*AVAILABLE RECORDS*.
######
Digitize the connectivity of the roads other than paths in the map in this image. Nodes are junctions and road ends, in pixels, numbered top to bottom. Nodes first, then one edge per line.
######
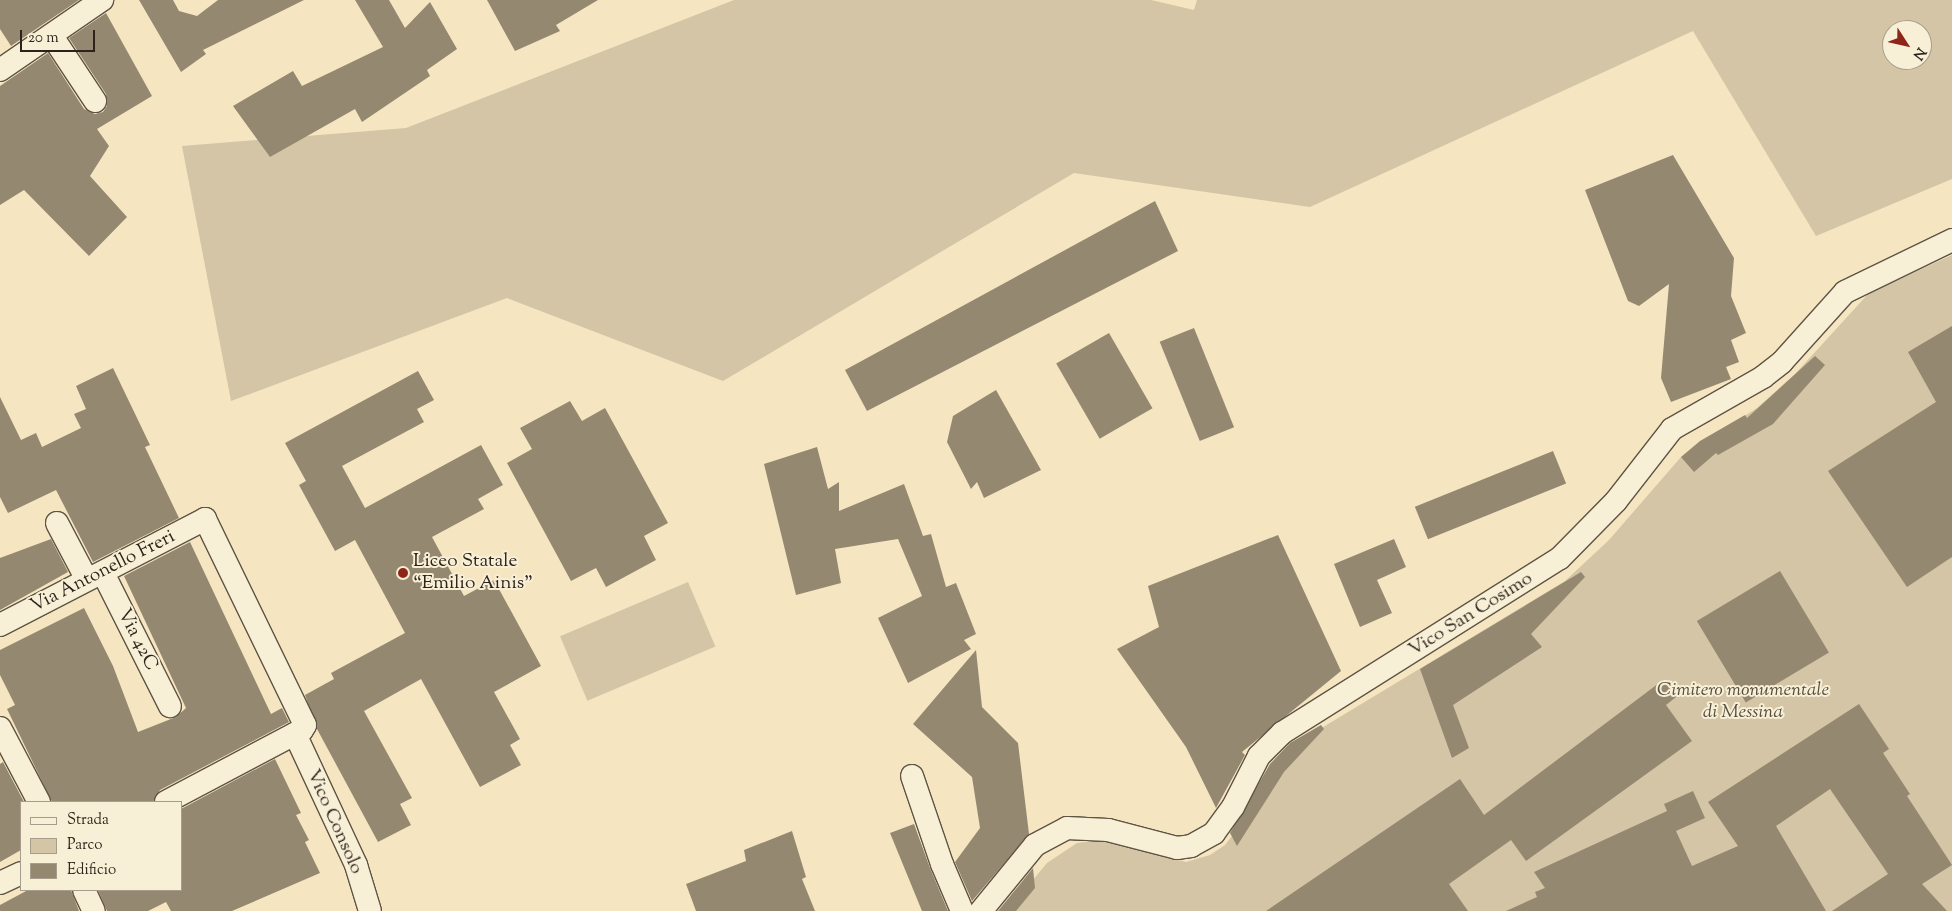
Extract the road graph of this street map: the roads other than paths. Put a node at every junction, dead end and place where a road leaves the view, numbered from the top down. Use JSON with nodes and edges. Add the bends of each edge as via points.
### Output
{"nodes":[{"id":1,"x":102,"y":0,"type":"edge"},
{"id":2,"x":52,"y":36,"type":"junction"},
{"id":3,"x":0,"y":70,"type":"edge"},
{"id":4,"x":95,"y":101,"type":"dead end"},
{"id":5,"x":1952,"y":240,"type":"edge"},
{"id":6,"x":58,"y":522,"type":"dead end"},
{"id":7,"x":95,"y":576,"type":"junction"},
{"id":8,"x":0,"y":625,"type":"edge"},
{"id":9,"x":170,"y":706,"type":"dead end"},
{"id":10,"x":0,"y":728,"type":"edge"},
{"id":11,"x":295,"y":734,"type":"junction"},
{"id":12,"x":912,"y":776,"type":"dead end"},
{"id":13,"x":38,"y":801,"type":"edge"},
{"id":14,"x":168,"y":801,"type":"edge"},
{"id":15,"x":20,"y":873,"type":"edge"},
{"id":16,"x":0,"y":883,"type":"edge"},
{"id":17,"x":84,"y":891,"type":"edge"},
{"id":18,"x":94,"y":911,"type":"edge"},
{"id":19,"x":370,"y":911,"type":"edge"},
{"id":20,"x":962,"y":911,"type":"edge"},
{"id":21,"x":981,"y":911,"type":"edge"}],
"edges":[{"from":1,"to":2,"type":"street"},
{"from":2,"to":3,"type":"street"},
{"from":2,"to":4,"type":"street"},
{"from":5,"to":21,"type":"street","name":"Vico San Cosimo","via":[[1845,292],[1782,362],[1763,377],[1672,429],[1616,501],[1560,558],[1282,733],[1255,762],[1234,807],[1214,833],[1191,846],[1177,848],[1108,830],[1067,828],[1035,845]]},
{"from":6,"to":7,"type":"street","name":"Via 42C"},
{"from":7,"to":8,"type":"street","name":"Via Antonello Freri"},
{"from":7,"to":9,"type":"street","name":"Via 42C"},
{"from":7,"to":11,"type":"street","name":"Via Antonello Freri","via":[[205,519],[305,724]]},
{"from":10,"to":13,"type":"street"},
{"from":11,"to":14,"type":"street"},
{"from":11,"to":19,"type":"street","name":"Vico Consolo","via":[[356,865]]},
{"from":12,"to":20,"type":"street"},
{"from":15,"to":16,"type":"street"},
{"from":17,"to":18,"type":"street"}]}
######
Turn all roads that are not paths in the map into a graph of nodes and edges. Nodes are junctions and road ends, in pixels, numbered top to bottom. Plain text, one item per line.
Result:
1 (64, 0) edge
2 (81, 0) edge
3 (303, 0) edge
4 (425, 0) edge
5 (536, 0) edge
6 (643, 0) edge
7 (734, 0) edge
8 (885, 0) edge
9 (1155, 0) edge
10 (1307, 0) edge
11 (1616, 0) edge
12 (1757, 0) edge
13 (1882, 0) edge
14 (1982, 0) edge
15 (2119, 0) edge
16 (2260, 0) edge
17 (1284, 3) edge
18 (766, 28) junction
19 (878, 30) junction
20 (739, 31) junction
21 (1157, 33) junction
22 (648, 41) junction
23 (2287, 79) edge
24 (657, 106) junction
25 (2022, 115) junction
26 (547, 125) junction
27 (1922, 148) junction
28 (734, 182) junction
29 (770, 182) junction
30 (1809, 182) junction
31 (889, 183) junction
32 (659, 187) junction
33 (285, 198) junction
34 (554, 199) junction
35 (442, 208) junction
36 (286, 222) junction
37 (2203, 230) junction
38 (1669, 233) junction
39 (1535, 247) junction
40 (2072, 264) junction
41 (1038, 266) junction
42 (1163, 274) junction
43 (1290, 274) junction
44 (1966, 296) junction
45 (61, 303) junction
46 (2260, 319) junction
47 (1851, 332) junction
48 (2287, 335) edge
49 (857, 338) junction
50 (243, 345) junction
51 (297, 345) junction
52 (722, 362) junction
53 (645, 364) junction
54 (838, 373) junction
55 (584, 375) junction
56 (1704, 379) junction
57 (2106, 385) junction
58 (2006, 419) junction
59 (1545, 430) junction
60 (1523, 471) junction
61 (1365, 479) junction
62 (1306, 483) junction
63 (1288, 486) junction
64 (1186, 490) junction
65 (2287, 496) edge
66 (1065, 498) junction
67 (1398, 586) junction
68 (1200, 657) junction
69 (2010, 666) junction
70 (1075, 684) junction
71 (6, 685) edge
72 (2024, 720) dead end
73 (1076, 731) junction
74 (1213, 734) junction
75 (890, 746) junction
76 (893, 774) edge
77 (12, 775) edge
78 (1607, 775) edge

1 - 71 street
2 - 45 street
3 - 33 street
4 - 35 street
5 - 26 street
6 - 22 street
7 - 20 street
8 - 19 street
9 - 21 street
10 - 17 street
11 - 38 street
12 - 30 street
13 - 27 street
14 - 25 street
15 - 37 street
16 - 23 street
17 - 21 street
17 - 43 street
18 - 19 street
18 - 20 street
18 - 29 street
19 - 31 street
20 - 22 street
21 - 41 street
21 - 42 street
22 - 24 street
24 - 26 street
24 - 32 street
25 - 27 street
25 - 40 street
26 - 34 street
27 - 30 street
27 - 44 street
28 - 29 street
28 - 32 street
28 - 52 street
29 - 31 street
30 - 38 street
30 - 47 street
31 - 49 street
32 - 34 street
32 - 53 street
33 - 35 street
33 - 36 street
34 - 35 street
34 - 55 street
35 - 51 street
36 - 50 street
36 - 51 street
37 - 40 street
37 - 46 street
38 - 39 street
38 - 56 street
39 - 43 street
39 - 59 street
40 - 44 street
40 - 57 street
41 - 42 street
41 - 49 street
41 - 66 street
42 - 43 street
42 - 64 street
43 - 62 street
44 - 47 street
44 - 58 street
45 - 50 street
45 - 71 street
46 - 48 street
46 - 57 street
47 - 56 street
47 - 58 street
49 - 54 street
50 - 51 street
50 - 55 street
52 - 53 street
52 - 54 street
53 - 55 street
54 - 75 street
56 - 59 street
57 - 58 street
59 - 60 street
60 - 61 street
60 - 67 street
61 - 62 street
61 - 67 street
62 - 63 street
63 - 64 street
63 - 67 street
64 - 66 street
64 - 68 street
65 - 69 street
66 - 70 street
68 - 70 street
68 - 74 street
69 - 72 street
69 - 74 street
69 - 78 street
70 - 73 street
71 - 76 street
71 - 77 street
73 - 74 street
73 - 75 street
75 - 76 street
######
*WORK REQUIRED*. Check each line in the records above for the word "than". Return those that have it.

*OUTPUT OF THE EXERCISE*.
Digitize the connectivity of the roads other than paths in the map in this image. Nodes are junctions and road ends, in pixels, numbered top to bottom. Nodes first, then one edge per line.
Extract the road graph of this street map: the roads other than paths. Put a node at every junction, dead end and place where a road leaves the view, numbered from the top down. Use JSON with nodes and edges. Add the bends of each edge as via points.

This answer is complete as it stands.